The federal government on Friday announced that it has handed out $15 million in civil monetary penalties (CMPs) to about 3,400 nursing homes during the COVID-19 pandemic.
That total includes about $10 million in fines stemming from targeted infection control surveys, and $5.5 million assessed to operators that failed to report COVID-19 data as required by the Centers for Medicare & Medicaid Services (CMS) and Centers for Disease Control & Prevention (CDC).
“Now more than ever, nursing homes must be vigilant in adhering to federal guidelines related to infection control to prevent the spread of infectious disease, including COVID-19,” CMS administrator Seema Verma said in a statement. “We will continue to hold nursing homes accountable and work with state and local leaders to protect the vulnerable population residing in America’s nursing homes.”
CMS reoriented its inspection efforts around infection control early in the pandemic, and eventually required State Survey Agencies to perform targeted infection-control surveys at all of the nation’s more than 15,000 facilities.
With that task 99.2% complete, inspectors found 180 infection control violations at the highest “immediate jeopardy” level, or three times higher than the rate logged in 2019. The average CMP amount totaled $55,000.

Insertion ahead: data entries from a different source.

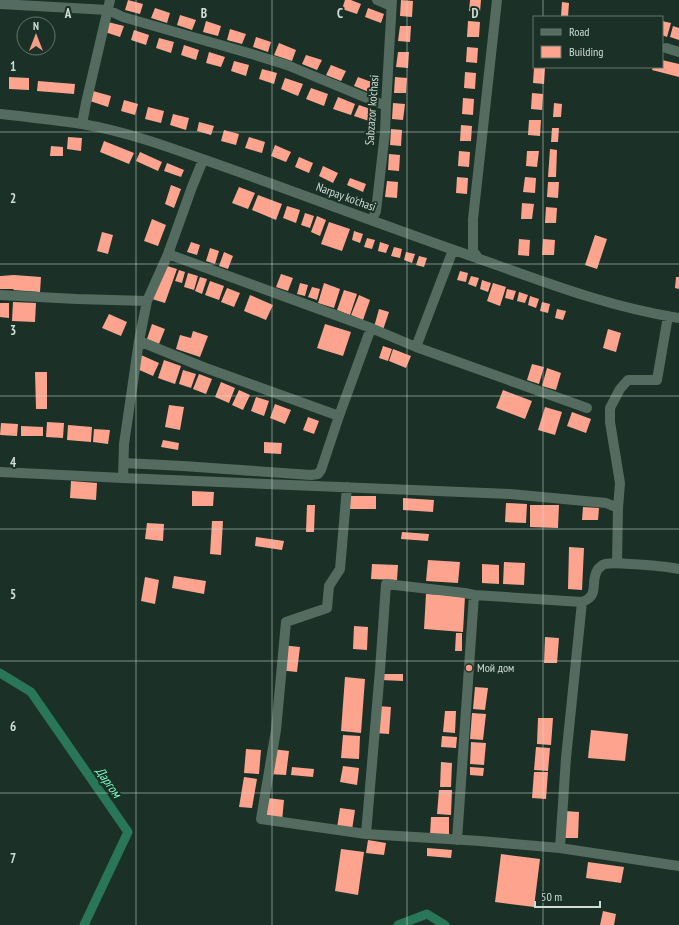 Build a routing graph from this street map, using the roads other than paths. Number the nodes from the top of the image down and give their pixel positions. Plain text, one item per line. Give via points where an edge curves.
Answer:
1 (110, 0) edge
2 (377, 0) edge
3 (497, 0) edge
4 (392, 3) edge
5 (0, 4) edge
6 (108, 10) junction
7 (666, 48) dead end
8 (679, 52) edge
9 (386, 106) junction
10 (0, 114) edge
11 (82, 124) junction
12 (203, 160) junction
13 (372, 220) junction
14 (453, 250) junction
15 (168, 254) junction
16 (479, 259) junction
17 (0, 295) edge
18 (147, 301) junction
19 (668, 316) junction
20 (679, 318) edge
21 (370, 328) junction
22 (139, 341) junction
23 (416, 346) junction
24 (587, 408) dead end
25 (339, 416) junction
26 (124, 462) junction
27 (0, 472) edge
28 (123, 478) junction
29 (347, 487) junction
30 (618, 508) junction
31 (617, 563) junction
32 (679, 569) edge
33 (474, 595) junction
34 (582, 602) junction
35 (366, 834) junction
36 (457, 840) junction
37 (560, 848) junction
38 (679, 866) edge

1 - 6 street
2 - 4 street
3 - 16 street via 474,219 474,251
4 - 9 street, Sabzazor ko'chasi
5 - 6 street
6 - 9 street via 123,17 287,65
6 - 11 street
7 - 8 street
9 - 13 street, Sabzazor ko'chasi via 376,211
10 - 11 street, Narpay ko'chasi
11 - 12 street, Narpay ko'chasi via 161,145
12 - 13 street, Narpay ko'chasi
12 - 15 street
13 - 14 street, Narpay ko'chasi
14 - 16 street, Narpay ko'chasi
14 - 23 street
15 - 18 street
15 - 21 street
16 - 19 street, Narpay ko'chasi via 579,294
17 - 18 street
18 - 22 street
19 - 20 street, Narpay ko'chasi
19 - 30 street via 657,380 628,380 610,408 620,482
21 - 23 street
21 - 25 street
22 - 25 street
22 - 26 street via 124,444
23 - 24 street
25 - 26 street via 318,474
26 - 28 street
27 - 28 street
28 - 29 street
29 - 30 street via 510,494 606,503
29 - 35 street via 340,569 329,586 327,608 286,622 276,730 261,819
30 - 31 street
31 - 32 street
31 - 34 street via 604,564 599,568 595,574 590,600
33 - 34 street
33 - 35 street via 386,584
33 - 36 street
34 - 37 street via 566,758
35 - 36 street
36 - 37 street
37 - 38 street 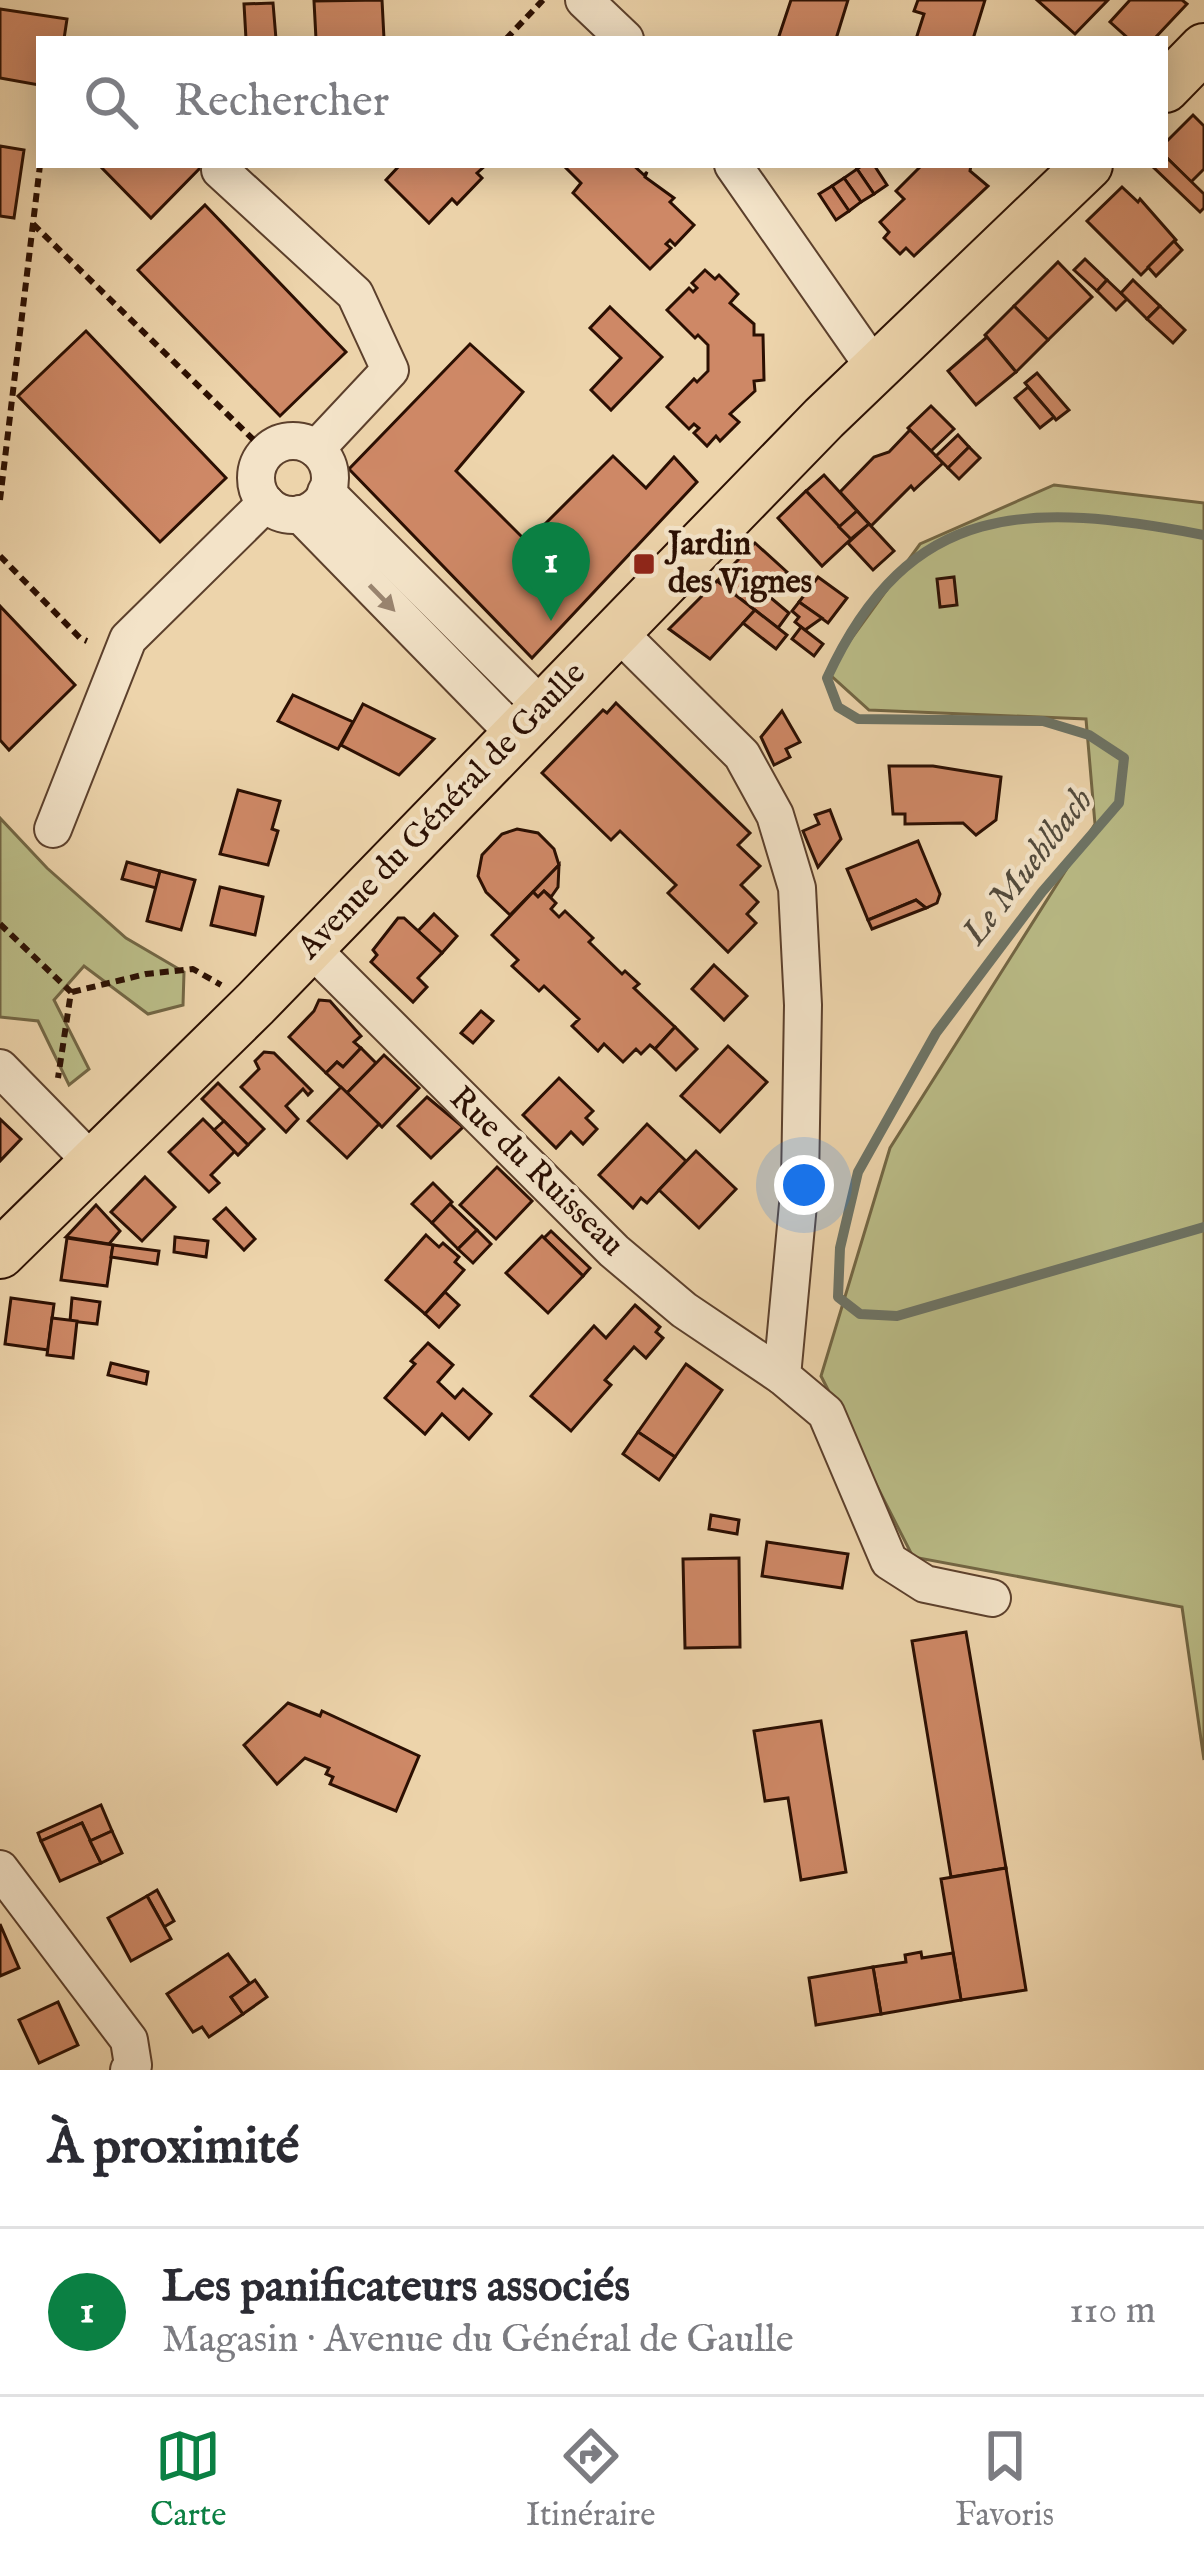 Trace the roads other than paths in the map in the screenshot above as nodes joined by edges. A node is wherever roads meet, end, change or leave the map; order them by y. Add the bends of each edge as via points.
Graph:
1 (584, 0) edge
2 (622, 36) edge
3 (1204, 48) edge
4 (1168, 85) edge
5 (735, 168) edge
6 (1085, 168) edge
7 (220, 170) dead end
8 (876, 370) junction
9 (316, 448) junction
10 (297, 503) junction
11 (616, 631) junction
12 (528, 721) junction
13 (53, 829) dead end
14 (310, 946) junction
15 (0, 1068) edge
16 (92, 1162) junction
17 (0, 1254) edge
18 (782, 1376) junction
19 (992, 1598) dead end
20 (0, 1869) edge
21 (129, 2070) edge

1 - 2 street
3 - 4 main road
5 - 8 street
6 - 8 main road, Avenue du Général de Gaulle
7 - 9 street via 355,294 389,370
8 - 11 main road, Avenue du Général de Gaulle
9 - 10 street via 329,473
9 - 10 street via 284,442 266,452 256,472 259,494
10 - 12 street
10 - 13 street via 128,639
11 - 12 main road, Avenue du Général de Gaulle
11 - 18 street via 742,755 775,814 796,888 800,1183
12 - 14 main road, Avenue du Général de Gaulle
14 - 16 main road, Avenue du Général de Gaulle
14 - 18 street, Rue du Ruisseau via 614,1251
15 - 16 street
16 - 17 main road, Avenue du Général de Gaulle
18 - 19 street, Rue du Ruisseau via 821,1407 890,1561 925,1584
20 - 21 street via 129,2040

On the data front, CMS handed down 3,300 citations for failure to submit the required information about COVID-19 cases and deaths, though the agency acknowledged that “the majority of nursing homes are reporting data as required.”
The news came a day after Verma said the agency was “deeply concerned” about rising COVID-19 case counts in nursing homes across the country, and pointed a finger at facility-level infection control lapses as a driver of the trend.
“This is not just a testing issue or a supply issue, and our deep concern is that even in nursing homes that are doing testing on a regular basis, that we are still seeing significant spread — and so even with our commitment to do more testing, to ensure you have the supplies that you need, our concern is that that’s not going to necessarily completely address the problem,” Verma said on a Thursday conference call with nursing home leaders and other CMS officials.
The Trump administration has faced criticism over its handling of the COVID-19 crisis in nursing homes, with the non-profit Center for Medicare Advocacy claiming the relatively low levels of citations reported in earlier summaries of coronavirus survey data was “simply not plausible” given the number of infections and deaths.
CMS did boost fines for nursing homes with a history of infection-control violations, an exceedingly common type of citation even in the pre-pandemic era.
Industry leaders, backed by some academic researchers, have argued that fines could do more harm than good during the immediate crisis, given the financial strains placed on operators as the cost of personal protective equipment (PPE) and labor has skyrocketed.
“I think these policies are at best premature, and at worst, probably a little dangerous,” R. Tamara Konetzka, a professor of health services research in the Department of Public Health Sciences at the University of Chicago, told SNN back in June. “Most of the research that’s been done on quality and the probability of a nursing home having a COVID outbreak, or COVID-related deaths, has shown that there’s actually not much of a relationship with quality.”